▶ [What to produce]: Exact reproduction of the data is required, with images excluded.

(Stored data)
++++++++++++++++++++

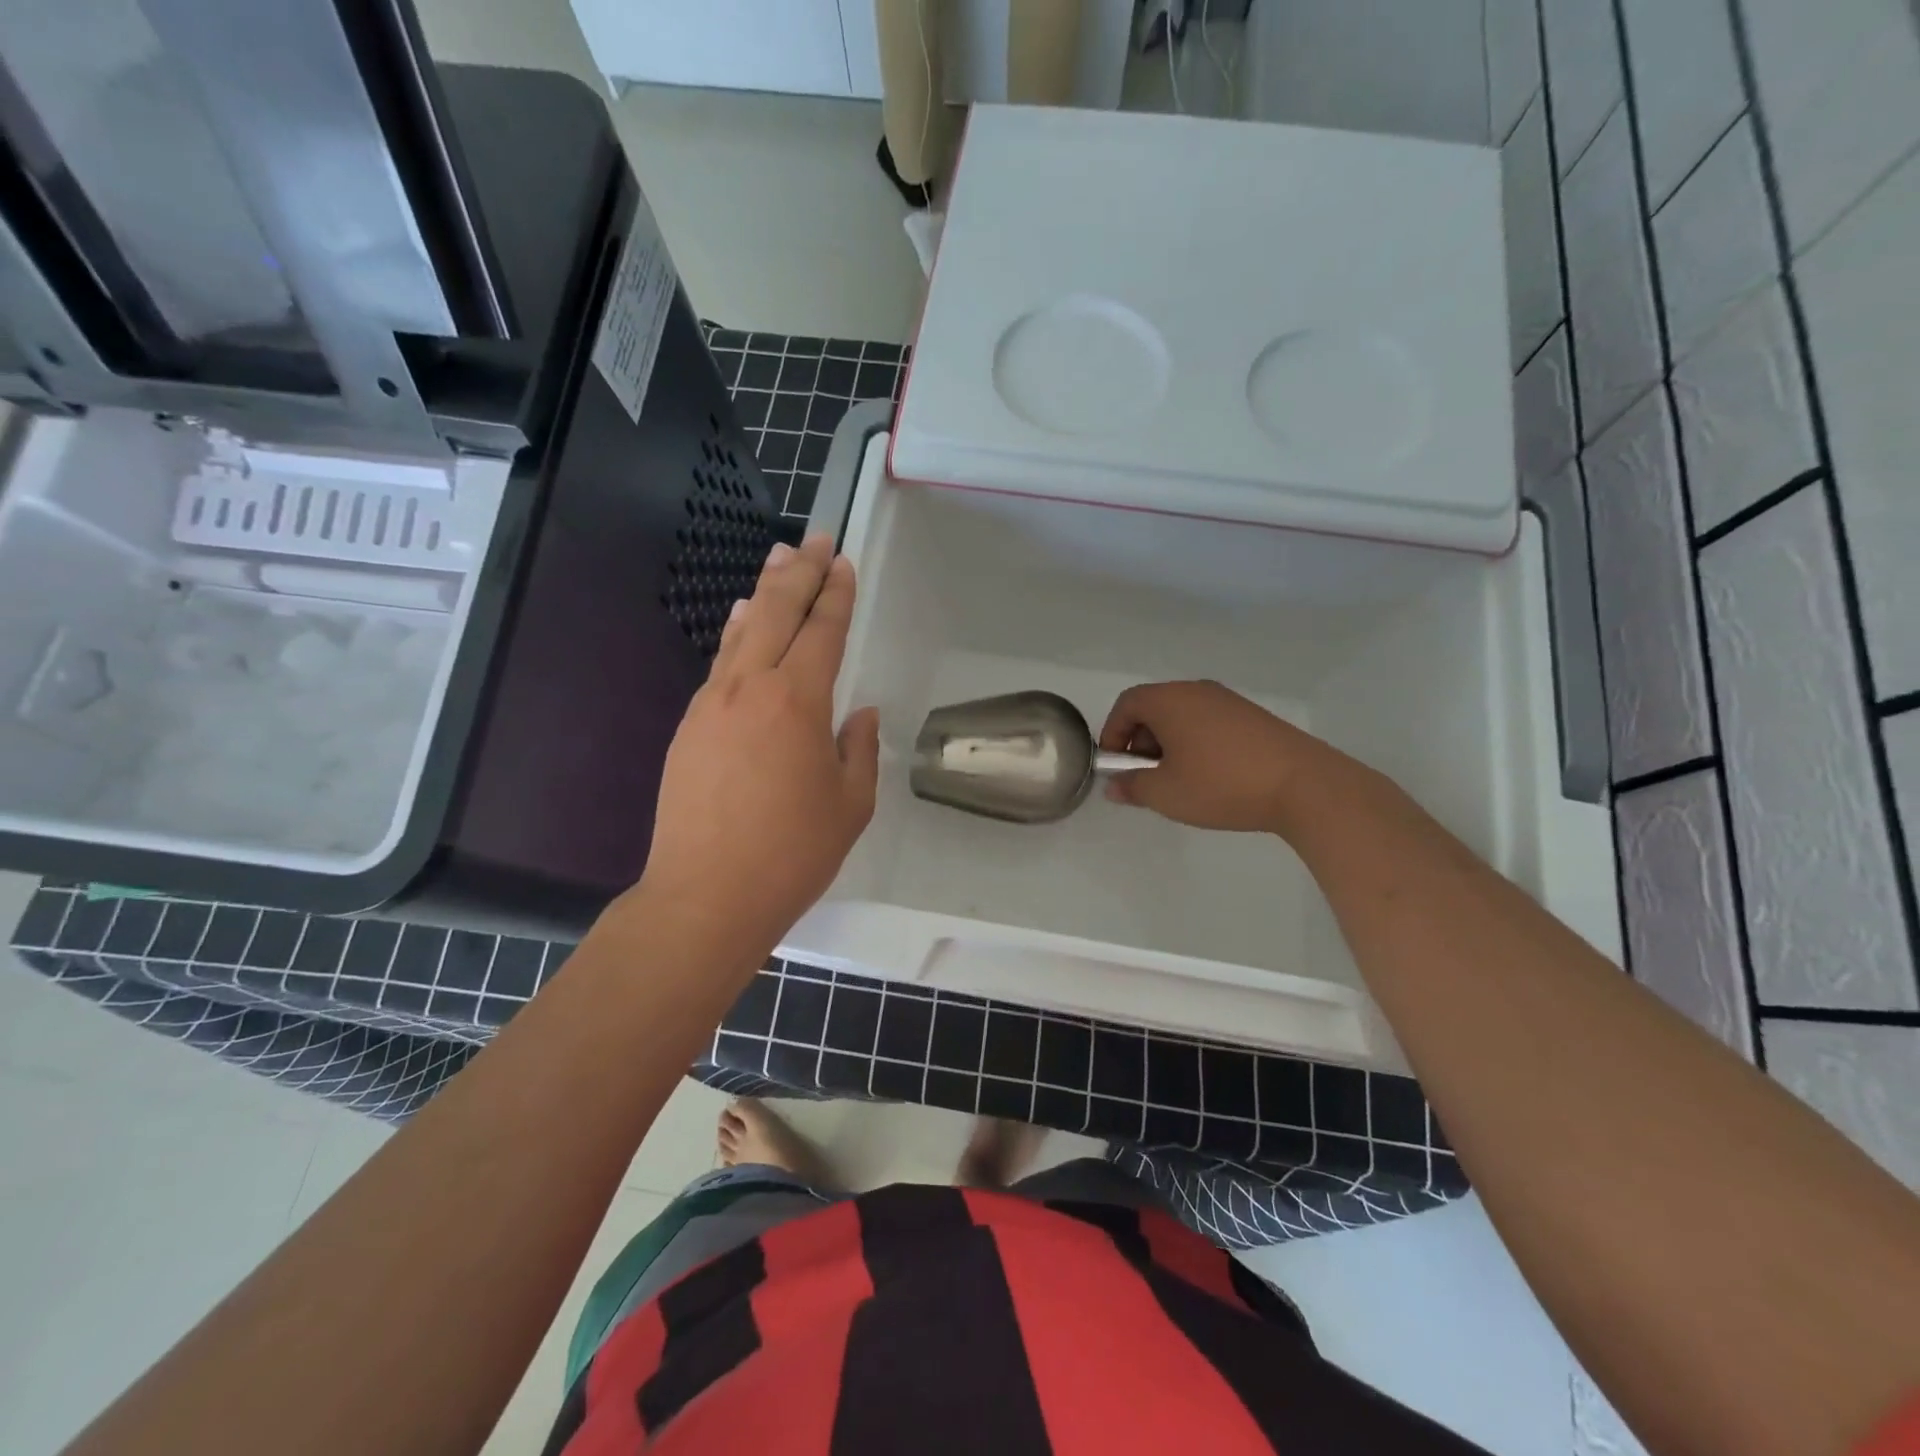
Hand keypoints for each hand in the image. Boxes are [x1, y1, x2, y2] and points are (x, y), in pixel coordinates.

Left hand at [635, 534, 878, 963]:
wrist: (706, 896)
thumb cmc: (792, 854)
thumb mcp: (850, 805)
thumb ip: (858, 749)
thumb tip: (857, 714)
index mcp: (798, 702)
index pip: (823, 631)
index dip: (837, 594)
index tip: (845, 563)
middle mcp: (750, 688)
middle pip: (775, 612)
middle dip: (800, 572)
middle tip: (815, 538)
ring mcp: (712, 704)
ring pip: (740, 631)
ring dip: (762, 592)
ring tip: (778, 560)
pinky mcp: (689, 726)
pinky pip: (720, 664)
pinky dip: (736, 634)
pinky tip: (741, 623)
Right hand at [1098, 680, 1331, 832]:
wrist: (1303, 785)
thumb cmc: (1220, 784)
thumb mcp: (1165, 794)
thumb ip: (1132, 787)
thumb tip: (1115, 786)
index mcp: (1170, 700)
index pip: (1127, 704)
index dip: (1112, 733)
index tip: (1114, 766)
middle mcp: (1197, 691)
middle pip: (1154, 707)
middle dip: (1140, 741)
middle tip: (1145, 777)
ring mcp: (1229, 701)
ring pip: (1183, 716)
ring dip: (1169, 744)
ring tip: (1178, 780)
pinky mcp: (1253, 717)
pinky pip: (1209, 723)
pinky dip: (1196, 743)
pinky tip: (1210, 777)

++++++++++++++++++++

▶ [Response]:
Hand keypoints for each hand in the image. Boxes are [x1, y1, x2, y2] and points are (x, y), in pixel coordinates.

Left hand at [635, 534, 878, 963]:
wrist: (706, 896)
thumb cmc: (792, 854)
thumb mcp: (850, 805)
thumb ip: (858, 749)
thumb tip: (857, 714)
index mcp: (798, 702)
index pip: (823, 631)
index dip: (837, 594)
index tip: (845, 563)
middle mcp: (750, 688)
middle pip: (775, 612)
middle dip: (800, 572)
middle tip: (815, 538)
ring mcp: (712, 704)
ring pip: (740, 631)
ring dip: (762, 592)
ring tip: (778, 560)
pinky mcp: (689, 726)
pinky pip: (720, 664)
pinky dip: (736, 634)
pinky tip: (741, 623)
Right hand at [1098, 680, 1331, 832]:
wrist: (1303, 785)
thumb cmc: (1220, 784)
thumb mcp: (1165, 794)
thumb ip: (1132, 787)
thumb tip: (1115, 786)
index mcp: (1170, 700)
index pip: (1127, 704)
index dip: (1112, 733)
index tip: (1114, 766)
middle mcp: (1197, 691)
middle pip: (1154, 707)
middle dip: (1140, 741)
middle tip: (1145, 777)
ring mcp: (1229, 701)
ring pip: (1183, 716)
ring dip: (1169, 744)
ring tip: (1178, 780)
pinky mcp: (1253, 717)
pinky pip: (1209, 723)
pinky dip: (1196, 743)
pinky tip: (1210, 777)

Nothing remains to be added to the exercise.